Sarana transportasi rujukan telah tersedia, yaitu satu unit ambulance dan supir pribadi Puskesmas Negeri Lama yang siapsiaga selama 24 jam. Sarana transportasi rujukan telah dimanfaatkan oleh bidan desa dalam merujuk pasien kasus retensio plasenta ke Puskesmas Negeri Lama, dimana bidan desa yang merujuk tersebut berasal dari Desa Negeri Baru yang jaraknya ± 10 km. Kemudian dengan letak strategis yang dimiliki Puskesmas Negeri Lama, yaitu terletak di Desa Negeri Lama (tepatnya di belakang Pajak Negeri Lama) sekitar 300 m dari pinggir jalan raya dapat mempermudah masyarakat untuk memanfaatkan pelayanan persalinan di Puskesmas Negeri Lama dengan kendaraan pribadi.
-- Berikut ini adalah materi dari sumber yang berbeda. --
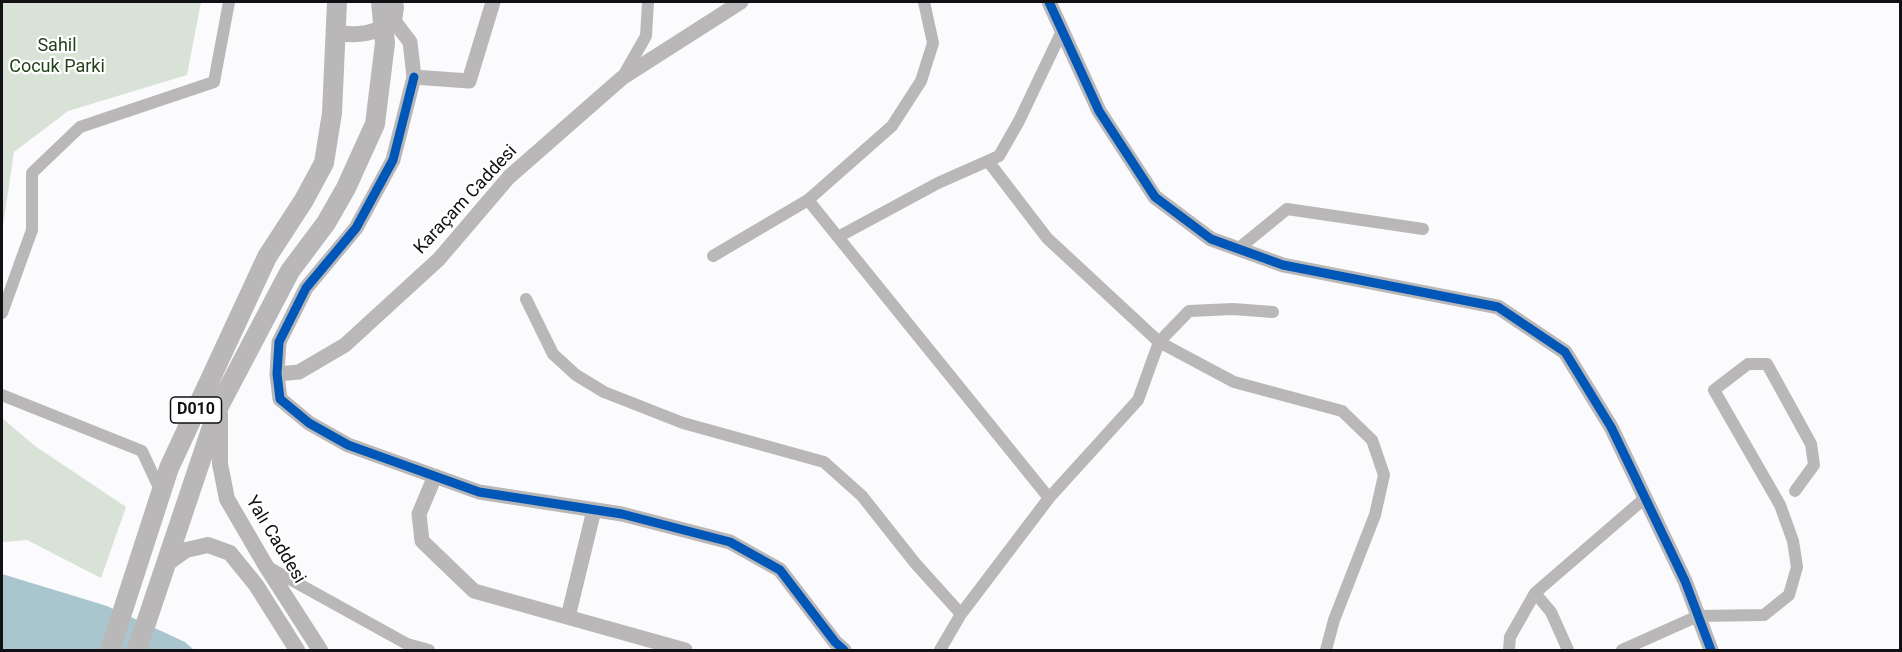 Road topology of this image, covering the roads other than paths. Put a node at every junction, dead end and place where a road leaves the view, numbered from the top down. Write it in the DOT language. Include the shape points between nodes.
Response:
graph roads {
  1 [pos="229,2"];
  2 [pos="337,2"];
  3 [pos="381,2"];
  4 [pos="394,2"];
  5 [pos="493,2"];
  6 [pos="648,2"];
  7 [pos="741,2"];
  8 [pos="924,2"];
  9 [pos="1049,2"];
  10 [pos="389,24"];
  11 [pos="1062,31"];
  12 [pos="336,33"];
  13 [pos="414,77"];
  14 [pos="622,78"];
  15 [pos="988,161"];
  16 [pos="808,200"];
  17 [pos="1423,229"];
  18 [pos="838,237"];
  19 [pos="1238,249"];
  20 [pos="713,256"];
  21 [pos="526,299"];
  22 [pos="1273,312"];
  23 [pos="2,313"];
  24 [pos="1159,342"];
  25 [pos="277,374"];
  26 [pos="2,396"];
  27 [pos="219,406"];
  28 [pos="435,476"];
  29 [pos="1795,491"];
  30 [pos="161,492"];
  31 [pos="1049,498"];
  32 [pos="1645,498"];
  33 [pos="594,510"];
  34 [pos="266,566"];
  35 [pos="163,573"];
  36 [pos="1535,593"];
  37 [pos="961,614"];
  38 [pos="1698,616"];
  39 [pos="568,617"];
  40 [pos="844,650"];
  41 [pos="110,651"];
  42 [pos="137,651"];
  43 [pos="297,651"];
  44 [pos="320,651"];
  45 [pos="429,651"];
  46 [pos="685,651"];
  47 [pos="940,651"];
  48 [pos="1326,651"];
  49 [pos="1509,651"];
  50 [pos="1568,651"];
  51 [pos="1622,651"];
  52 [pos="1710,651"];
  1 -- 23 [label="street" via="214,82 80,127 33,173 33,230"];
  2 -- 12 [label="highway, D010"];
  3 -- 10 [label="highway, D010"];
  4 -- 10 [label="main road" via="396,7"];
  5 -- 13 [label="street" via="469,81"];
  6 -- 14 [label="street" via="646,36"];
  7 -- 14 [label="street, Karaçam Caddesi"];
  8 -- 16 [label="street" via="933,43 921,81 892,126"];
  9 -- 11 [label="street"];
  10 -- 12 [label="main road" via="358,36"];
  10 -- 13 [label="street" via="410,42"];
  10 -- 27 [label="highway, D010" via="375,124 346,188 290,271"];
  11 -- 15 [label="street" via="1019,121 999,156"];
  11 -- 19 [label="street" via="1099,111 1155,198 1211,239"];
  12 -- 30 [label="highway, D010" via="332,113 324,163 267,257"];
  13 -- 25 [label="street" via="393,160 356,228 306,288 279,342"];
  14 -- 25 [label="street, Karaçam Caddesi" via="509,177 439,259 345,345 299,372"];
  15 -- 18 [label="street"];
  15 -- 24 [label="street" via="1047,238"];
  16 -- 18 [label="street"];
  16 -- 20 [label="street"];
  17 -- 19 [label="street" via="1287,209"];
  18 -- 31 [label="street"];
  19 -- 32 [label="street" via="1283,265 1498,307 1565,352 1611,427"];
  21 -- 37 [label="street" via="553,354 603,392 683,423 824,462 862,496"];
  22 -- 24 [label="street" via="1189,311"];
  24 -- 31 [label="street" via="1138,400"];
  24 -- 48 [label="street" via="1234,382 1342,411 1372,440 1384,475 1375,515"];
  25 -- 28 [label="street" via="280,399 309,423 348,445"];
  26 -- 30 [label="street" via="142,451"];
  27 -- 34 [label="main road, Yalı Caddesi" via="220,464 227,499"];
  27 -- 35 [label="highway, D010"];
  28 -- 33 [label="street" via="479,492"];
  28 -- 39 [label="street" via="419,514 422,541 474,591"];
  29 -- 38 [label="street" via="1814,465 1811,444 1767,364 1748,364 1714,390 1780,505 1793,541 1797,567 1789,595 1764,615"];
  30 -- 41 [label="highway, D010"];
  31 -- 37 [label="street"];
  32 -- 36 [label="street"];
  32 -- 38 [label="street"];
  33 -- 39 [label="street"];
  33 -- 40 [label="street" via="622,514 740,547 780,570"];
  34 -- 44 [label="main road, Yalı Caddesi"];
  34 -- 45 [label="street" via="407,644"];
  35 -- 42 [label="highway, D010"];
  35 -- 43 [label="main road" via="186,550 208,545 230,553 256,585"];
  36 -- 49 [label="street" via="1510,637"];
  36 -- 50 [label="street" via="1551,612"];
  37 -- 47 [label="street"];
  38 -- 51 [label="street"];
  38 -- 52 [label="street"];
  39 -- 46 [label="street"];
}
Masyarakat yang berkunjung ke Puskesmas biasa menggunakan kendaraan sendiri, seperti kendaraan roda dua dan empat, karena sarana transportasi angkutan umum tidak ada, tetapi yang melintasi daerah tersebut adalah kendaraan antara kota dari Rantau Prapat, Kota Pinang dan Aek Nabara menuju ke Negeri Lama.
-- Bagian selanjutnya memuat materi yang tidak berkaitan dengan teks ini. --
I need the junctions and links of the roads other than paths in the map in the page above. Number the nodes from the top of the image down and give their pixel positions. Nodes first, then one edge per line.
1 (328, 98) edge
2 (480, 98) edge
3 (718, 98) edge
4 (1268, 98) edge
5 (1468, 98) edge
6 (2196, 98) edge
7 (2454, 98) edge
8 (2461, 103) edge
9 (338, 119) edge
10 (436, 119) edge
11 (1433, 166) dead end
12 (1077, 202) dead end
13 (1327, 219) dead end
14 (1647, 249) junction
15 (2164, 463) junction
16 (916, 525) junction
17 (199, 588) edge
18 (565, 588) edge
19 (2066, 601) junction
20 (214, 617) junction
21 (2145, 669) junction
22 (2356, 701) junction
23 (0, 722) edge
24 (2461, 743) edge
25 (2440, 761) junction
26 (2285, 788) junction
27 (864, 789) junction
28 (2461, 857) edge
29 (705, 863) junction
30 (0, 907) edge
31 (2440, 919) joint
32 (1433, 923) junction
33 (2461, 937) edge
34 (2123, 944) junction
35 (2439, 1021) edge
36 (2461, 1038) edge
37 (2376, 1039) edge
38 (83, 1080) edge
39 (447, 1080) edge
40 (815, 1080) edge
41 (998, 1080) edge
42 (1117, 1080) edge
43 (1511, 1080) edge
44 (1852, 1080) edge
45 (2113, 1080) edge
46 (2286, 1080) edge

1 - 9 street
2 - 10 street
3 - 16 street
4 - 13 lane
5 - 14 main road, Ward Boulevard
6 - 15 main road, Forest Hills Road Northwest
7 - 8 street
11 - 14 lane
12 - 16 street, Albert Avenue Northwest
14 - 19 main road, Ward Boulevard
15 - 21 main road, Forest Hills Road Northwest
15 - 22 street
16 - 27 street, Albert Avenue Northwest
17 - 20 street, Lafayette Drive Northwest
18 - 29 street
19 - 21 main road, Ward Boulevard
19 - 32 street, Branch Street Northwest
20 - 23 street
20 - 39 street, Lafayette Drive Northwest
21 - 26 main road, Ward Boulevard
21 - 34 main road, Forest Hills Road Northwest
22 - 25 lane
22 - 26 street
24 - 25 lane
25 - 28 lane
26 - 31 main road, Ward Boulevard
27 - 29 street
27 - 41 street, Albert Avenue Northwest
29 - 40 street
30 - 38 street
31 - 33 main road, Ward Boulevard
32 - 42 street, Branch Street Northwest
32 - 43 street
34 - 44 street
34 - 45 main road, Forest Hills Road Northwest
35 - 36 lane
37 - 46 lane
Dalam hal ini bahwa lokasi Puskesmas tidak menjadi faktor penyebab keterlambatan dalam merujuk ibu bersalin terutama kasus kegawatdaruratan persalinan, karena masyarakat sudah memiliki kendaraan minimal kendaraan roda dua dan didukung ambulance Puskesmas Negeri Lama yang dapat dimanfaatkan untuk melayani keluhan masyarakat yang memerlukan bantuan segera untuk mendapatkan pelayanan persalinan, sehingga kasus kematian ibu bersalin karena terlambat mengakses fasilitas kesehatan yang memadai tidak terjadi.

Hasil penelitian ini sejalan dengan penelitian Siregar (2016) tentang evaluasi pelaksanaan rujukan obstetri dan neonatal, menyatakan bahwa seluruh

faktor pendukung (pemerintah, teknologi dan transportasi) harus terpenuhi sehingga proses rujukan akan berjalan dengan baik dan masyarakat awam akan segera tertangani dengan tepat. Selain itu Yunus (2007) dalam penelitian menyebutkan bahwa faktor transportasi memengaruhi terhadap kematian ibu akibat komplikasi dalam sistem rujukan, dimana ibu yang tinggal di daerah yang sulit secara geografis cenderung akan meningkatkan kematian maternal menjadi 6,1 kali dibandingkan ibu yang tinggal di tempat yang mudah diakses. Dalam arti faktor jarak tempuh ke fasilitas kesehatan yang tidak jauh dan didukung dengan sarana transportasi yang mudah didapat maka keterlambatan penanganan kasus kegawatdaruratan dapat dicegah sehingga ibu dapat lebih cepat mendapatkan pertolongan yang lengkap di fasilitas rujukan yang lebih komperhensif.